Bechtle hit the headlines earlier this month for making two acquisitions in the UK to extend its market reach, picking up both DriveWorks and Qolcom.
Those couple of deals come in the wake of other moves the firm has made to widen its reach, including buying London-based Tangible Benefit last March, which followed the decision four months earlier to buy ACS Systems as the firm continued to grow its UK business.
Targeted acquisitions
Elsewhere, M&A activity across the channel continued, with the move by global solutions and services player Syntax Systems for Argon Supply Chain Solutions underlining the ongoing trend for targeted acquisitions.
Argon, an SAP gold partner, specialises in warehouse management and supply chain optimisation, and that expertise will be shared with Syntax’s UK operation.

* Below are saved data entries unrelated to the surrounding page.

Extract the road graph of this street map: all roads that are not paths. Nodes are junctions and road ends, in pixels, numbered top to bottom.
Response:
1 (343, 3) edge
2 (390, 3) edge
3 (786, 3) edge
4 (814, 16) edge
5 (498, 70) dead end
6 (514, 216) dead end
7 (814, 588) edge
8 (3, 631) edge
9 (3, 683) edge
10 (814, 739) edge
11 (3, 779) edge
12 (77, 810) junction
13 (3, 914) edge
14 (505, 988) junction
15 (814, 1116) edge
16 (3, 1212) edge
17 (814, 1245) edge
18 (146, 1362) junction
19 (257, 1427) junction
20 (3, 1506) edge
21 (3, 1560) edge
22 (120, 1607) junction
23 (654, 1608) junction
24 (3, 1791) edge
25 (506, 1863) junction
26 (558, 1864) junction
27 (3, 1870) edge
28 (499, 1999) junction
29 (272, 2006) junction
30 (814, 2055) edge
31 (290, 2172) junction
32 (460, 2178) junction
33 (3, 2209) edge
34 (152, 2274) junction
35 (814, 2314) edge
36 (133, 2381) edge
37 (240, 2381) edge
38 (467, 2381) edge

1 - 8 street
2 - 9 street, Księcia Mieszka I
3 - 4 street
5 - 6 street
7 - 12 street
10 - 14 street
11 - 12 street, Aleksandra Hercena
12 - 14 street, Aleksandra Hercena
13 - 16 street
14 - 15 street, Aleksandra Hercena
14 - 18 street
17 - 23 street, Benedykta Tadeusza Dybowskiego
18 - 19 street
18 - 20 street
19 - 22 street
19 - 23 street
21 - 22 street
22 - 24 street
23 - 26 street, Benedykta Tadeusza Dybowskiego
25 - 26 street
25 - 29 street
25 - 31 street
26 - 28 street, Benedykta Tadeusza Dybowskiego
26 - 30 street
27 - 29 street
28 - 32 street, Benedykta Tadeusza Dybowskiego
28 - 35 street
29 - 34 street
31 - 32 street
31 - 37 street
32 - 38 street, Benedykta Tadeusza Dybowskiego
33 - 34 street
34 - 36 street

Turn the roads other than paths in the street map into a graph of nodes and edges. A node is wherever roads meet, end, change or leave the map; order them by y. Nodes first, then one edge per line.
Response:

Syntax has been following an acquisition strategy of picking targets that operate in industry-specific areas, which should resonate with channel partners that also participate in M&A to bolster their vertical market coverage.
“By welcoming the Argon team to the growing Syntax family, we are expanding our capabilities and infusing a critical component within our core industry verticals,” said Christian Primeau, Global CEO of Syntax. Together, we are growing our services and reach to better serve our respective customers with full implementation lifecycle support for logistics execution.”
Argon also has a UK operation, and its co-founders, Peter Kerr and David Webb, said the deal would be a positive for the business.
“As part of Syntax, Argon will have additional resources to grow our reach into new markets and industry verticals,” they said. “Together, we are in a better position to further our mission of delivering operational performance improvements to a growing international customer base.”